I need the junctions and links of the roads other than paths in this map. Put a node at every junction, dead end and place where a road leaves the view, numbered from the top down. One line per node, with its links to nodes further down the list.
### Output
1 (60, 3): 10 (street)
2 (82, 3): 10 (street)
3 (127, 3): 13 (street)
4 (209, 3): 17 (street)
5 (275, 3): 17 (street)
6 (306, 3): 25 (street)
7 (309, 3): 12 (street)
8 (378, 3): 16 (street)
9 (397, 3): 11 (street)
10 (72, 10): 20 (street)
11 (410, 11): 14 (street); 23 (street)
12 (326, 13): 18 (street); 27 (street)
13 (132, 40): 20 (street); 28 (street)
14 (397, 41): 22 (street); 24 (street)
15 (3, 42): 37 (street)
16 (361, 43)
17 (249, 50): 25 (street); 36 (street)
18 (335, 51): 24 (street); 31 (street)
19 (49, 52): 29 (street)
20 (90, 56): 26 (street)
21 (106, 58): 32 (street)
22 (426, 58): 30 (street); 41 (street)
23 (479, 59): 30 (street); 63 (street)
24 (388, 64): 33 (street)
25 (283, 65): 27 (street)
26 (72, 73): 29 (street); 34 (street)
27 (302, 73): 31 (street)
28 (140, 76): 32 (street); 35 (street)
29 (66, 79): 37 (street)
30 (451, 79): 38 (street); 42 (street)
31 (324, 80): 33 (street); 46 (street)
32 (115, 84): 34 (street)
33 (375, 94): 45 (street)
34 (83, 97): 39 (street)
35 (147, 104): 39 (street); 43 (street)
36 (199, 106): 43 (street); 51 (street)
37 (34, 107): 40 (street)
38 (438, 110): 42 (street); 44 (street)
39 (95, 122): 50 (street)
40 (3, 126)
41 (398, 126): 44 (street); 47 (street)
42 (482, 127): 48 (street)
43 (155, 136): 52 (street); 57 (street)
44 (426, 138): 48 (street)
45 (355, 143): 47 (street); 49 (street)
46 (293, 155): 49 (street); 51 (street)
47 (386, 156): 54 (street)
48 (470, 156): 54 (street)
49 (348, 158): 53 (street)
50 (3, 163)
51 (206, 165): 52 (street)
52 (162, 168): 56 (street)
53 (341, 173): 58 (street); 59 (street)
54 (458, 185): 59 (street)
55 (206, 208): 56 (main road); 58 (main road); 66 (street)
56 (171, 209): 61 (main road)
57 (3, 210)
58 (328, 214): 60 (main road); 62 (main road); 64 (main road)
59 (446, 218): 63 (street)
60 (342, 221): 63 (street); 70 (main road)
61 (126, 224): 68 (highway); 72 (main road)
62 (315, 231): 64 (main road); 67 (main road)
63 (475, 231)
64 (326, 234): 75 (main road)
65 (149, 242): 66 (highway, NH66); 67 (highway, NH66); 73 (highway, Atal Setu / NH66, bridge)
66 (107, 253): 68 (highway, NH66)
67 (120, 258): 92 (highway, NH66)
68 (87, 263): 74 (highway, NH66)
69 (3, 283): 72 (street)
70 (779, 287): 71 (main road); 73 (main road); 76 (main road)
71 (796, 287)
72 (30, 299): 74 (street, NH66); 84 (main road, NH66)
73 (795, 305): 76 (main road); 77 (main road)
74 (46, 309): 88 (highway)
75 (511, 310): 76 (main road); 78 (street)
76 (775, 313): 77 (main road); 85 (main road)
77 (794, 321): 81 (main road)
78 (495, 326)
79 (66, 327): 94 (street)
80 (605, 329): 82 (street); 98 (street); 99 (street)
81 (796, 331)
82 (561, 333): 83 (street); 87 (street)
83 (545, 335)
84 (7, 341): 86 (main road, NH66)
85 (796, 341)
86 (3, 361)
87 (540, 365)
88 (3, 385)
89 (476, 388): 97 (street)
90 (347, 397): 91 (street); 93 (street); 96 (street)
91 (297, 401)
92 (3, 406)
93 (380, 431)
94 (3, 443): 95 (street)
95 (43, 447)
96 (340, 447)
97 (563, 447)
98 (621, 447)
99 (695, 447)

----------------------------------------

**Required work**: Search the material for "highway" and copy each matching line.

**Exercise result**:
61 (126, 224): 68 (highway); 72 (main road)
65 (149, 242): 66 (highway, NH66); 67 (highway, NH66); 73 (highway, Atal Setu / NH66, bridge)
66 (107, 253): 68 (highway, NH66)
67 (120, 258): 92 (highway, NH66)
68 (87, 263): 74 (highway, NH66)
74 (46, 309): 88 (highway)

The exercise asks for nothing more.